We have to zoom out of the daily noise of markets to be able to see the big picture. The question we need to ask is why financial markets are getting stressed to often now. They are being saved every time by constant attempt my central banks and policy makers to dominate the narrative. It is a narrative driven financial markets, where there is lack of faith over fundamental drivers and greater addictions towards a fresh narrative from the policy makers. Post 2008, how much of the discussion veers around what central banks can do and will do, rather than anything else. Such a talk has become the top agenda for discussion for retail investors as well as for every kind of institutional investor. Something has definitely gone wrong, when investment has come to punting on central banks. We do not think central bankers too would have imagined it would come to this moment. Policy makers have become like the daredevil stuntman of a circus, where unless he or she ensures more extreme, insane and perilous acts every other time, the audience, in this case asset managers, will become disappointed and desert the risk assets in a herd like fashion.
Stage one saw the debt crises causing debt levels to level off and then slowly roll over. Peak in private debt meant, consumers started to reduce their levels of consumption. It was followed by stage two, which was about the adverse impact on income flows, caused by falling current account balances. Consumers reduced their consumption, which meant lower current account deficits in the consuming nations. Someone’s consumption is someone else’s income, so producer nations saw their current account surpluses contract. In stage two something interesting happened, central banks having studied the previous similar cycle which played out during the 1930s, jumped into the ring to protect the financial institutions and prop up asset prices.
Investors need to account for the narrative driven market structure in into their wealth management plan. As managers of financial risk:- 1) foreign exchange 2) interest rates we need to factor the implications of the new era. We will have to embrace the fact that we will sudden burst of massive volatilities in rates and fx and also emergence of some strange cross asset and cross currency correlation. It is no longer the simple world, where a rising dollar meant short risk and falling dollar meant long risk.
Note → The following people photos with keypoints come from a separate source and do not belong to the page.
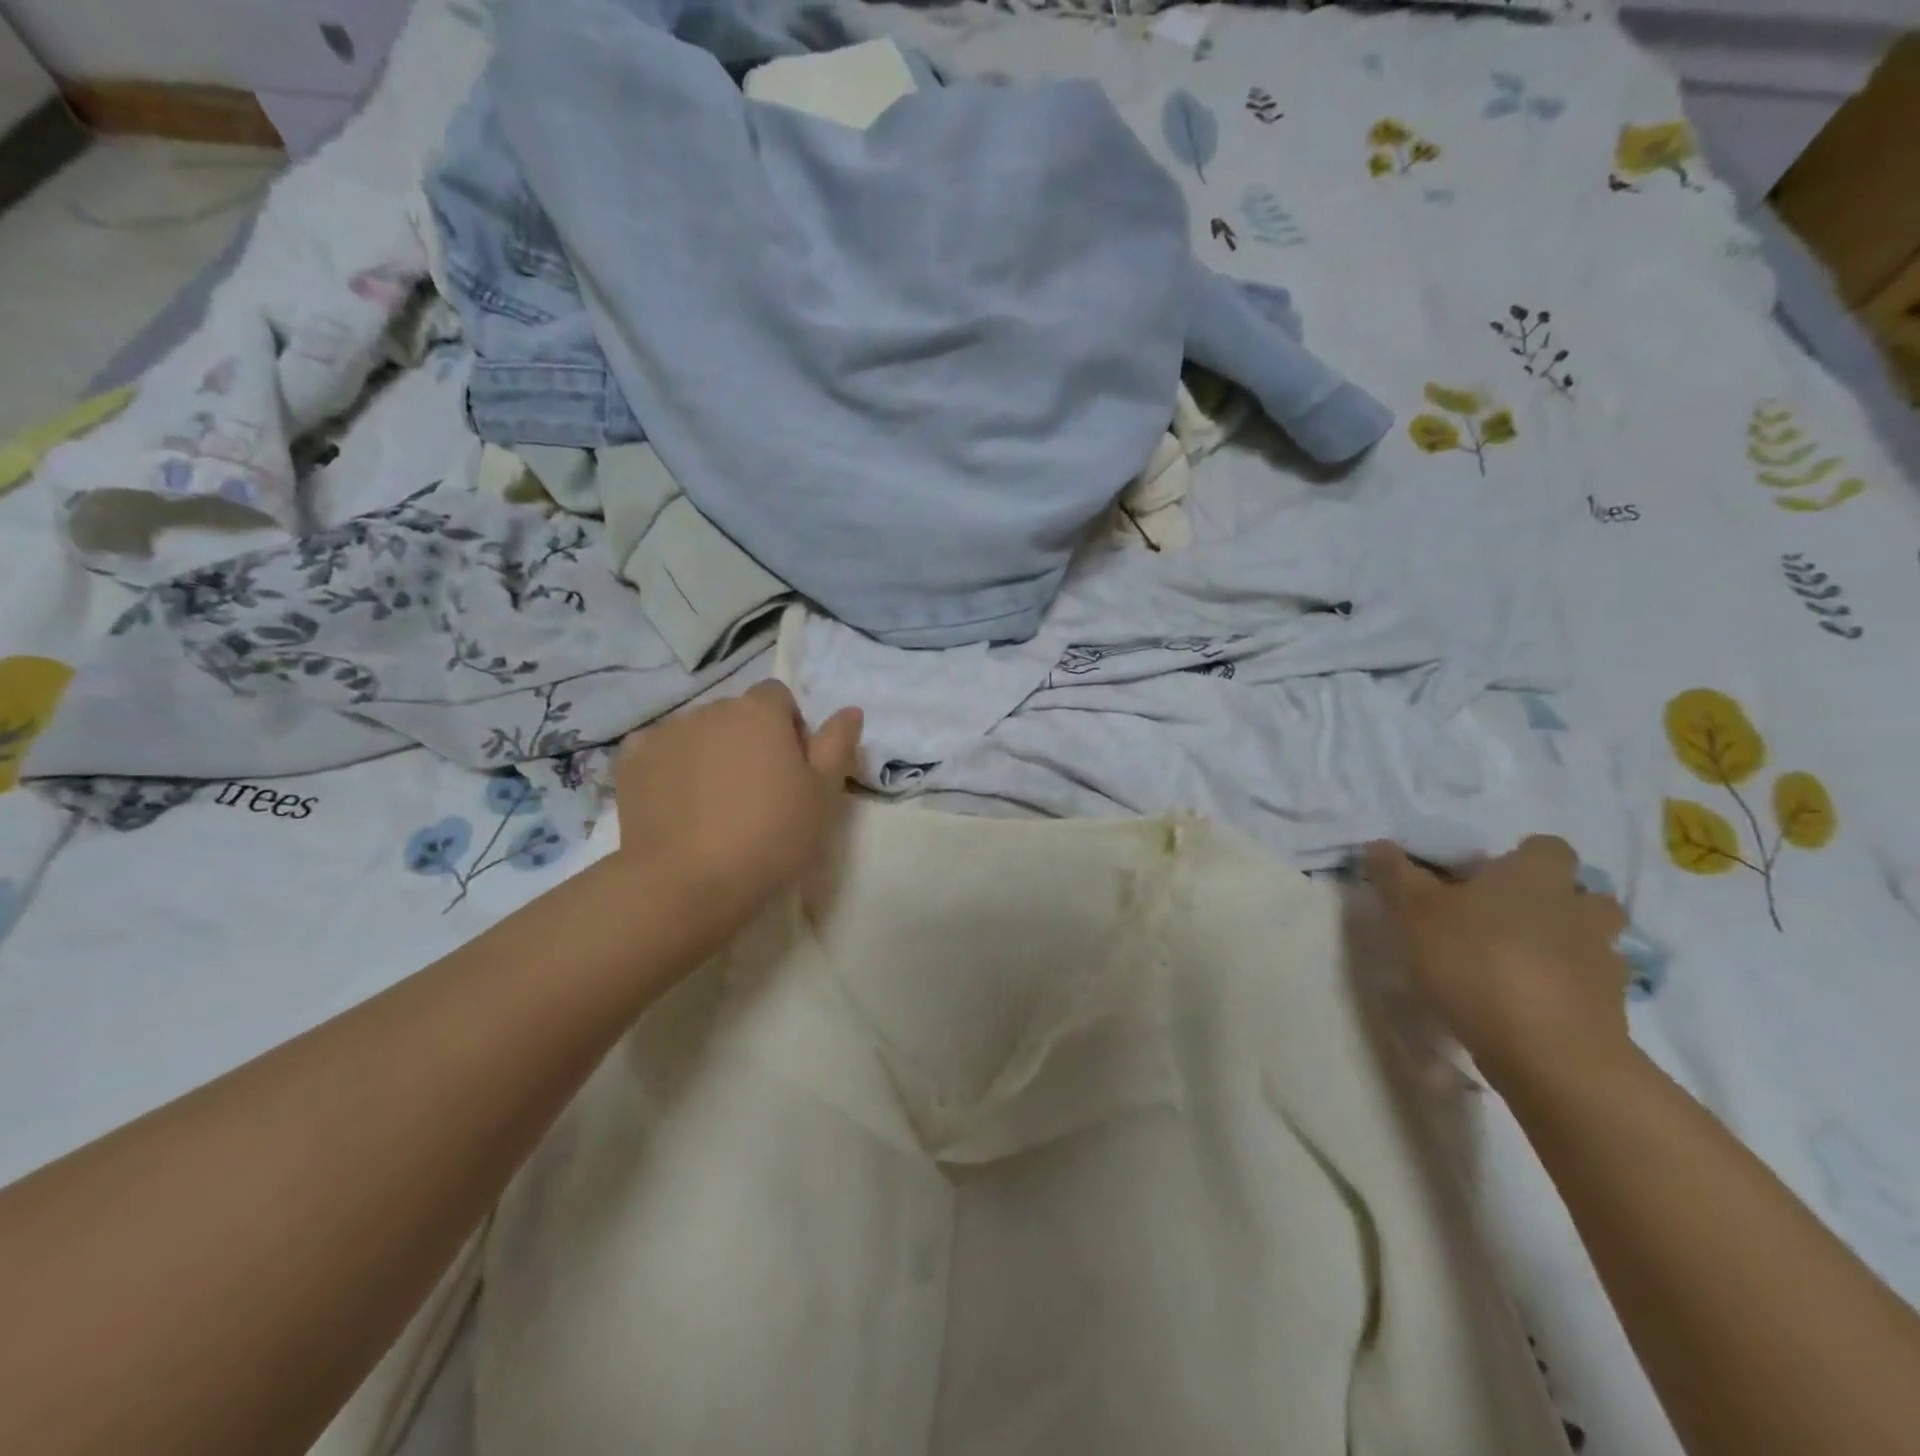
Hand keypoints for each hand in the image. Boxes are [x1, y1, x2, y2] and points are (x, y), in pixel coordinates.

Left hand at [614, 681, 862, 926]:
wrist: (688, 882)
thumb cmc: (770, 836)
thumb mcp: (823, 795)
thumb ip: (837, 744)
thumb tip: (849, 710)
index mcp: (760, 712)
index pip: (778, 697)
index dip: (789, 728)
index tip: (791, 770)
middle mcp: (711, 709)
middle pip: (737, 714)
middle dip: (749, 741)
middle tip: (757, 793)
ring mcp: (666, 733)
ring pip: (699, 733)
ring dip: (711, 752)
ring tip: (715, 804)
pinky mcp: (632, 761)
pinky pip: (659, 751)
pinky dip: (670, 767)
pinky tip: (677, 803)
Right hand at [1364, 836, 1631, 1091]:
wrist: (1548, 1052)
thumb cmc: (1474, 961)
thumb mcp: (1412, 912)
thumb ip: (1395, 875)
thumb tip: (1379, 844)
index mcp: (1535, 875)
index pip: (1546, 847)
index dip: (1520, 858)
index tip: (1486, 878)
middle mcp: (1579, 908)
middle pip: (1582, 893)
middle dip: (1555, 902)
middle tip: (1506, 920)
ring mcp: (1603, 961)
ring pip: (1592, 940)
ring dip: (1565, 946)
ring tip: (1517, 964)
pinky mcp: (1612, 1010)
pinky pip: (1589, 987)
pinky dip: (1566, 989)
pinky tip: (1528, 1005)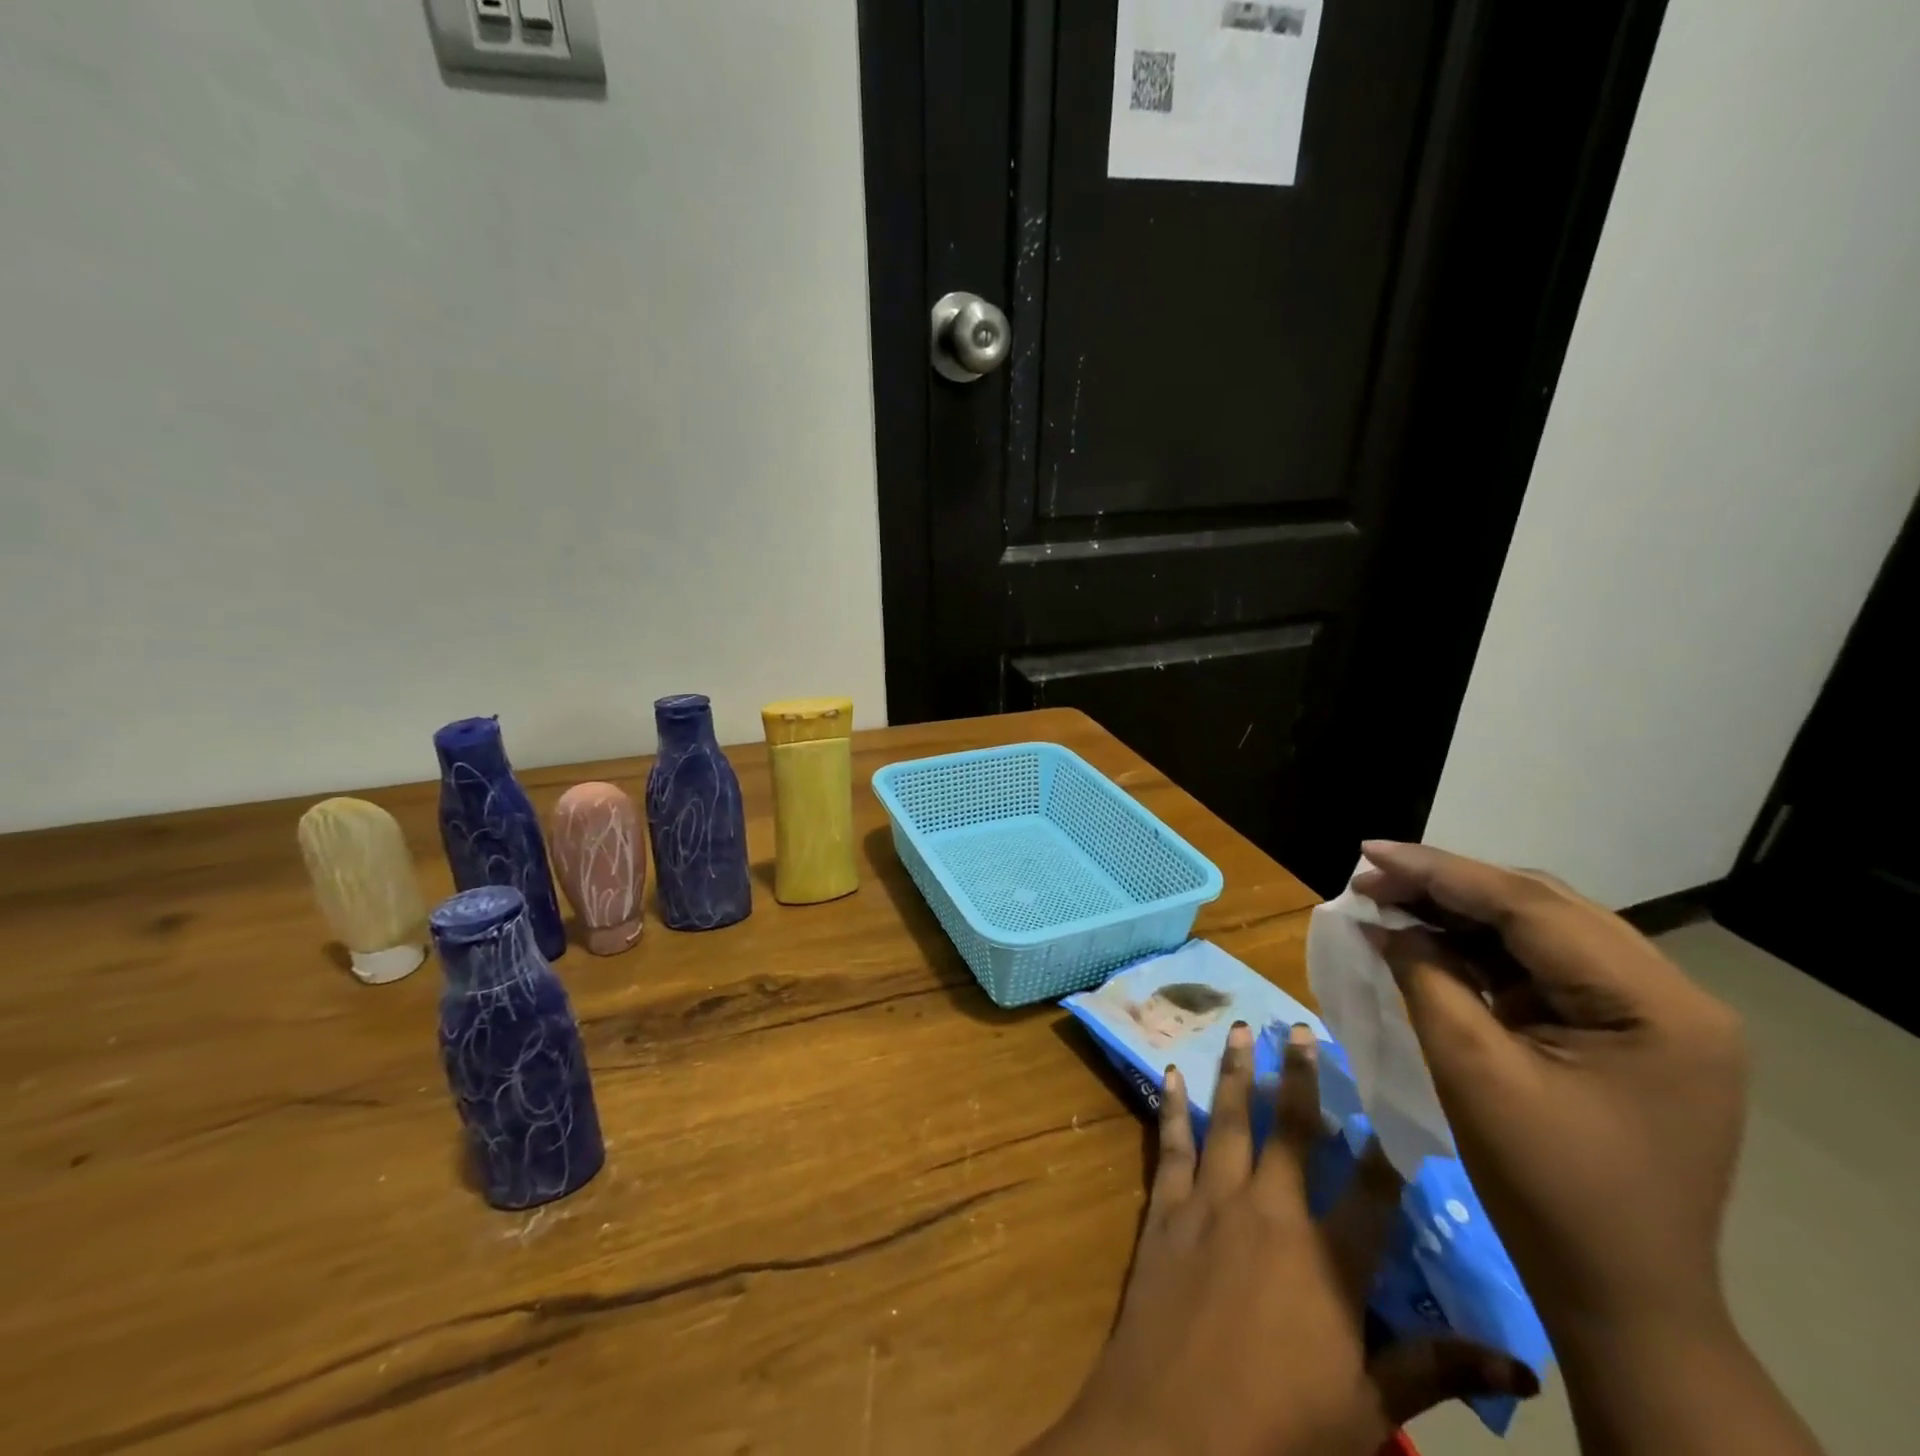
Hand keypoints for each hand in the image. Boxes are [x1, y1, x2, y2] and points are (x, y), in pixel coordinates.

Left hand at [1028, 1023, 1534, 1455]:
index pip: (1371, 1189)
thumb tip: (1522, 1367)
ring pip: (1229, 1120)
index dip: (1387, 1143)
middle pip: (1291, 1130)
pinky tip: (1169, 1076)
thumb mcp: (1367, 1411)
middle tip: (1303, 1029)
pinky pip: (1172, 1145)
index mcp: (1327, 1259)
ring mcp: (1212, 1201)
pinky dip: (1171, 1108)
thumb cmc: (1280, 1431)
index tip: (1395, 1096)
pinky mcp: (1168, 1208)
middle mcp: (1269, 1211)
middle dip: (1300, 1077)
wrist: (1172, 1431)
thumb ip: (1432, 1372)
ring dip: (1236, 1073)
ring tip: (1242, 1030)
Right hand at [1353, 841, 1748, 1344]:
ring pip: (1540, 931)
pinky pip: (1543, 967)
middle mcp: (1670, 995)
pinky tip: (1430, 940)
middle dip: (1447, 886)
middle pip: (1541, 908)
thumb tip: (1384, 922)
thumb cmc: (1547, 1189)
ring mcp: (1653, 1013)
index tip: (1367, 852)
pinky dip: (1482, 950)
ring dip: (1461, 913)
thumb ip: (1427, 978)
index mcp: (1656, 1005)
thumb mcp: (1473, 1072)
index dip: (1440, 872)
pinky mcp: (1625, 1031)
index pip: (1532, 908)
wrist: (1619, 1295)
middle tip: (1369, 876)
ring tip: (1388, 900)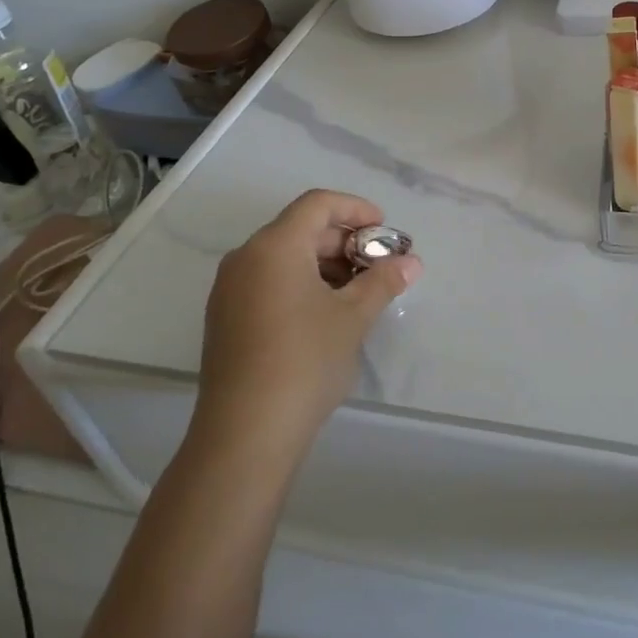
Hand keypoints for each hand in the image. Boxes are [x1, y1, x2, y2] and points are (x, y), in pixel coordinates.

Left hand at [197, 190, 420, 451]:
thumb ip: (383, 281)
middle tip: (379, 265)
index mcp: (274, 246)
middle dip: (344, 241)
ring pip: (284, 258)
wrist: (245, 433)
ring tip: (359, 292)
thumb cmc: (305, 360)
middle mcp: (246, 258)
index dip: (355, 208)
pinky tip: (326, 314)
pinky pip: (268, 282)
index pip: (317, 204)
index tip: (384, 229)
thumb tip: (411, 262)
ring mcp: (230, 290)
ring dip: (325, 265)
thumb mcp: (353, 317)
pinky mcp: (225, 319)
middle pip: (300, 229)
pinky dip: (301, 284)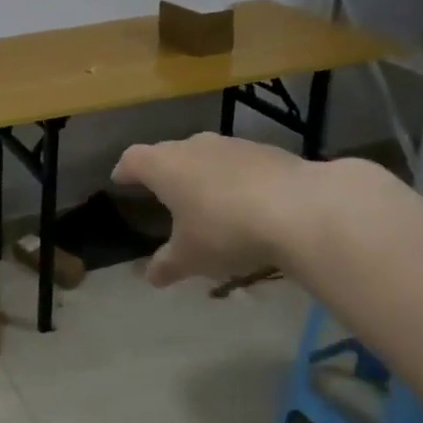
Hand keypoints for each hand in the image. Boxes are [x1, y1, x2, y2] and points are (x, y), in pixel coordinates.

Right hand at [113, 135, 380, 286]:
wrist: (301, 209)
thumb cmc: (226, 230)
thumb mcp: (191, 257)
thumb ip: (167, 264)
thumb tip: (150, 277)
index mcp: (164, 166)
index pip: (133, 159)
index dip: (126, 171)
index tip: (121, 180)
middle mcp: (194, 146)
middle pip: (170, 152)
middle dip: (165, 171)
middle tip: (164, 192)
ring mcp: (233, 145)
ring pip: (207, 155)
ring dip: (203, 173)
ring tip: (208, 200)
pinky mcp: (269, 152)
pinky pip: (240, 163)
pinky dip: (236, 178)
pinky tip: (248, 202)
Managing that risk in Indian Rupee would mean that we can expect central bank to play a key role in ensuring Rupee remains within a wide range against the US Dollar. RBI has already made it quite clear that it will pursue purchase of domestic bonds and also foreign currencies to shore up Rupee liquidity. It is a strong signal that Rupee may not be allowed to trend too much against the US Dollar. Hence, we see a range of 66.00 to 68.00 over the April-June quarter and 66.20 to 67.20 over the next few weeks. However, Rupee may continue to trade weak against non-dollar currencies like Japanese Yen and Euro but remain firm against British Pound. Indian long tenor bonds are expected to remain firm as 10 year yields are expected to remain between 7.30 to 7.60 over the medium term.